Nat Struct Biol. 2000 Mar;7(3):251-7. doi: 10.1038/73378.
Malic enzymes are widely distributed in nature and have many biological functions. The crystal structure of human mitochondrial NAD(P)+-dependent malic enzyme in a quaternary complex with NAD+, Mn++ and oxalate has been determined at 2.2 A resolution. The structures of the quaternary complex with NAD+, Mg++, tartronate or ketomalonate have been determined at 2.6 A resolution. The structures show the enzyme in a closed form in these complexes and reveal the binding modes of the cation and the inhibitors. The divalent cation is coordinated in an octahedral fashion by six ligating oxygens, two from the substrate/inhibitor, three from Glu 255, Asp 256 and Asp 279 of the enzyme, and one from a water molecule. The structural information has significant implications for the catalytic mechanism of malic enzymes and identifies Tyr 112 and Lys 183 as possible catalytic residues. Changes in tetramer organization of the enzyme are also observed in these complexes, which might be relevant for its cooperative behavior and allosteric control.
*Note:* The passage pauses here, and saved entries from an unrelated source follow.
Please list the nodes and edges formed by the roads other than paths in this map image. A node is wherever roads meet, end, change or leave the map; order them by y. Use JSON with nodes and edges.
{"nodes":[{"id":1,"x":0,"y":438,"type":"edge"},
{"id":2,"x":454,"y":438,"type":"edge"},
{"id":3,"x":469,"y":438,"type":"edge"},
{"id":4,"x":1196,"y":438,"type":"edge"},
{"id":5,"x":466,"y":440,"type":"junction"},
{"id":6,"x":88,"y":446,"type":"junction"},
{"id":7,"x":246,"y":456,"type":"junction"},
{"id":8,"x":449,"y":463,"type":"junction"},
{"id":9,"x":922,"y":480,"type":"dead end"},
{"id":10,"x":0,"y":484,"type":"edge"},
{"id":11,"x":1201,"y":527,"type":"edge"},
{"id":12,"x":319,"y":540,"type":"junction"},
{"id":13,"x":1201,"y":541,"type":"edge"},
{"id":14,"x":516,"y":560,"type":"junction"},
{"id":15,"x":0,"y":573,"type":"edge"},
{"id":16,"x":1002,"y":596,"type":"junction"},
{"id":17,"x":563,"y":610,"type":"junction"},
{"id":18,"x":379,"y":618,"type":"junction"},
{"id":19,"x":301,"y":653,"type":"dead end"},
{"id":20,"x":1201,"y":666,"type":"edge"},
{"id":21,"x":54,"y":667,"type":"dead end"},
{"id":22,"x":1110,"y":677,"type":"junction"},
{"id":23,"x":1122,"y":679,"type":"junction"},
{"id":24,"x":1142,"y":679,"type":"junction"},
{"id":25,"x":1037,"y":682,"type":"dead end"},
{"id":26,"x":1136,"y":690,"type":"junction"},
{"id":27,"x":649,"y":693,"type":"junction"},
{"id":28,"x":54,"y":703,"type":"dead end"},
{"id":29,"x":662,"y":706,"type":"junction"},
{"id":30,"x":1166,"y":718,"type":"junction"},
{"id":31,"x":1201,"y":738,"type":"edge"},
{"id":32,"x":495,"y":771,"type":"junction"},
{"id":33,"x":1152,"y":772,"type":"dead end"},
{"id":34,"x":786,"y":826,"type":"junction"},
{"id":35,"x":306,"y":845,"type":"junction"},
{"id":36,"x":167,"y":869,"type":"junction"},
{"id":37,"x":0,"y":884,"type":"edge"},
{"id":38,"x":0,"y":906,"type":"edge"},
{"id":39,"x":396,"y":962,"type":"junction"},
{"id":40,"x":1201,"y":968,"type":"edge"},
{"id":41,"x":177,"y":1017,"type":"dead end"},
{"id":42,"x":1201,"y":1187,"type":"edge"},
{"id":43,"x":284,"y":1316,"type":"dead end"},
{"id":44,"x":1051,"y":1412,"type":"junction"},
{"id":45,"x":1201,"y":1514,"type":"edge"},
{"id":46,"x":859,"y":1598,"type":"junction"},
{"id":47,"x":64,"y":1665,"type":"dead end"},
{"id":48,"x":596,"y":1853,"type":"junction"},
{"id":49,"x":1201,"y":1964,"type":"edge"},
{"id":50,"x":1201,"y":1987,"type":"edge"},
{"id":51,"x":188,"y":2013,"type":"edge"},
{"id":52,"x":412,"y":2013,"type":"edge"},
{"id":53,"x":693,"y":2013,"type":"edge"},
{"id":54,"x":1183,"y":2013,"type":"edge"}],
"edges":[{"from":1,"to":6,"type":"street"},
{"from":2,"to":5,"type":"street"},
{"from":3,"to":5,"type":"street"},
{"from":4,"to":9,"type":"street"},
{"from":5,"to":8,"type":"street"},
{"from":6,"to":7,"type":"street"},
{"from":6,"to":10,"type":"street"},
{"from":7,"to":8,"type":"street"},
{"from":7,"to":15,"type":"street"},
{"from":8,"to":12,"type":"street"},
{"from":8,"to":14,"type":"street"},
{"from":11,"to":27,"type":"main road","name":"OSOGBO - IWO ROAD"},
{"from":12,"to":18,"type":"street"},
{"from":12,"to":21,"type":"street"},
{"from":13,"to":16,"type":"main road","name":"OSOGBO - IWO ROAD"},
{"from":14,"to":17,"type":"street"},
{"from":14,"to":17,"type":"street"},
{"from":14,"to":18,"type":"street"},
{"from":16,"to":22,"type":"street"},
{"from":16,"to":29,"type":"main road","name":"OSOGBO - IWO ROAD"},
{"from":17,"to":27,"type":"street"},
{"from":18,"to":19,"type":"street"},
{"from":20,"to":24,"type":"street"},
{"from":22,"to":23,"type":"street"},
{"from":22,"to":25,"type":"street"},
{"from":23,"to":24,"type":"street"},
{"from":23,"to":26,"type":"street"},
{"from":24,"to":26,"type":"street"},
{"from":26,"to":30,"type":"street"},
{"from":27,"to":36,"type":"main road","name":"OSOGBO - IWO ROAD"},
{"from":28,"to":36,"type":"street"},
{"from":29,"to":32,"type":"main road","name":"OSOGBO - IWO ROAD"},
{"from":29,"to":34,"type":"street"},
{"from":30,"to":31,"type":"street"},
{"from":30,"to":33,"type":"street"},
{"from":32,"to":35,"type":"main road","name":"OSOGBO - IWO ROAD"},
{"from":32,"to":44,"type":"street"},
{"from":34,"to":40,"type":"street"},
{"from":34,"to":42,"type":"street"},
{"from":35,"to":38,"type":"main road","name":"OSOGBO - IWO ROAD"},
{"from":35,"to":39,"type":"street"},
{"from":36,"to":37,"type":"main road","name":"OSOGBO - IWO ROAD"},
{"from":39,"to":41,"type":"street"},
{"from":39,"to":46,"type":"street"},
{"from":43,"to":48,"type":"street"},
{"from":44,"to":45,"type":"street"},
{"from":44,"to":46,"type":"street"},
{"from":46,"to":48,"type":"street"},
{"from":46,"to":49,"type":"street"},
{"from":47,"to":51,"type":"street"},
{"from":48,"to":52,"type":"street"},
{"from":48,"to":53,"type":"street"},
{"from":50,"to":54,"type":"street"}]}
苹果酸酶在自然界中广泛分布,具有多种生物学功能。已在2.2埃分辨率下确定了人线粒体NAD(P)+依赖性苹果酸酶与NAD+、Mn++和草酸盐形成的四聚体复合物的晶体结构。已在2.6埃分辨率下确定了与NAD+、Mg++、酒石酸或酮丙二酸形成的四聚体复合物的结构。这些结构显示酶在这些复合物中呈封闭形式,并揭示了阳离子和抑制剂的结合模式。二价阳离子通过六个配位氧以八面体方式配位,其中两个来自底物/抑制剂,三个来自酶的Glu 255、Asp 256和Asp 279,一个来自水分子。该结构信息对苹果酸酶的催化机制具有重要意义,并确定Tyr 112和Lys 183为可能的催化残基。在这些复合物中还观察到酶的四聚体组织变化,这可能与其协同行为和变构控制有关。